The consciousness that runs through this paper is that a film industry is developed in direct proportion to the extent that it is able to put film production, film distribution, film exhibition, and film archiving into a loop. The argument proffered is that Nollywood has not been able to create that loop; and, consequently, that in the absence of digital archival practices, Nollywood is creating a digital dark age. This argument is developed in three sections. The introduction shows how the trajectory of Nigerian film has great implications for the re-spatialization of heritage, memories, and knowledges. The other two sections are organically linked. The one by arguing that if Nigerian culture were to be wiped out and if a group of aliens were to fish out Nollywood films from the debris, those aliens would be able to reconstruct how we lived, our values, and our world view. The other section advances a position that rests on the irony that in Africa, when an old man dies, it is like the burning down of a warehouse of knowledge and culture, but when an old film is irretrievably lost, it is of no consequence. Both the National Film Policy and the orientation of the National Film Archive are used to anchor the argument.
About the Speaker
Hyginus Ekwuazi is Professor of Broadcasting & Film at the University of Ibadan, Nigeria, Visiting Professor and Head of the Graduate Film Production programme, SMC—School of Media & Communication, Pan-Atlantic University, Ibeju-Lekki, Lagos, Nigeria.
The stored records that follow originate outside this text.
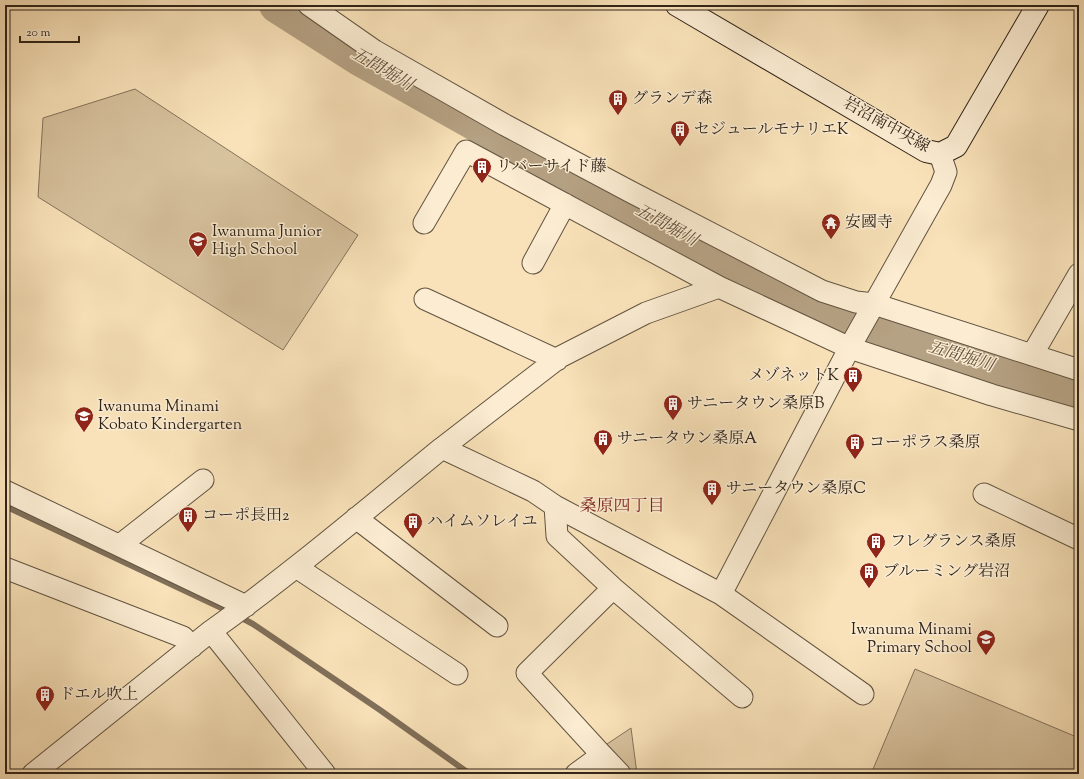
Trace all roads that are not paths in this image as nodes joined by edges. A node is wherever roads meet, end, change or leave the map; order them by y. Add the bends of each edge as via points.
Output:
1 (309, 5) edge
2 (677, 5) edge
3 (1038, 5) edge
4 (940, 154) junction
5 (565, 204) junction
6 (424, 223) dead end
7 (533, 263) dead end
8 (1079, 274) edge
9 (719, 287) junction
10 (425, 298) dead end
11 (873, 306) junction
12 (850, 346) junction
13 (1032, 355) junction
14 (557, 360) junction
15 (1079, 370) edge
16 (1079, 420) edge
17 (442, 448) junction
18 (203, 480) dead end
19 (5, 491) edge
20 (984, 494) dead end
21 (555, 506) junction
22 (356, 518) junction
23 (1079, 539) edge
24 (120, 545) junction
25 (296, 567) junction
26 (5, 568) edge
27 (613, 588) junction
28 (721, 594) junction
29 (239, 611) junction
30 (497, 626) dead end
31 (211, 631) junction
32 (192, 647) junction
33 (457, 674) dead end
34 (863, 694) dead end
35 (742, 697) dead end
36 (602, 755) junction
37 (316, 771) edge
38 (33, 774) edge
39 (576, 774) edge
40 (620, 774) edge

1 - 11 street via 375,51 617,185 822,291
2 - 4 street, 岩沼南中央線 via 926,151
3 - 4 street, 岩沼南中央線 via 956,146
4 - 11 street via 946,172 941,185
5 - 6 street via 466,151
5 - 7 street
5 - 9 street
8 - 13 street
9 - 12 street
9 - 14 street via 646,312
10 - 14 street
11 - 12 street
11 - 13 street
12 - 16 street via 992,395
12 - 28 street
13 - 15 street
14 - 17 street
17 - 21 street via 533,491
17 - 22 street
18 - 24 street
19 - 24 street
20 - 23 street
21 - 27 street via 557,536
21 - 28 street
22 - 25 street
22 - 30 street
24 - 29 street
25 - 29 street
25 - 33 street
26 - 32 street via 183,637
27 - 35 street
27 - 36 street via 528,673
28 - 34 street
29 - 31 street
31 - 32 street
31 - 37 street
32 - 38 street
36 - 39 street
36 - 40 street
He is the former Director of the NFI—National Film Institute, Jos, Nigeria, and the former Director General, NFC—Nigeria Film Corporation, Jos, Nigeria. His research focus is Nollywood as a cultural encyclopaedia and as a creative industry. He is responsible for the first major publication on the Nigerian film industry, Film in Nigeria [1987; 1991; 2018] and significant journal articles on Nollywood and textbooks on motion picture content creation.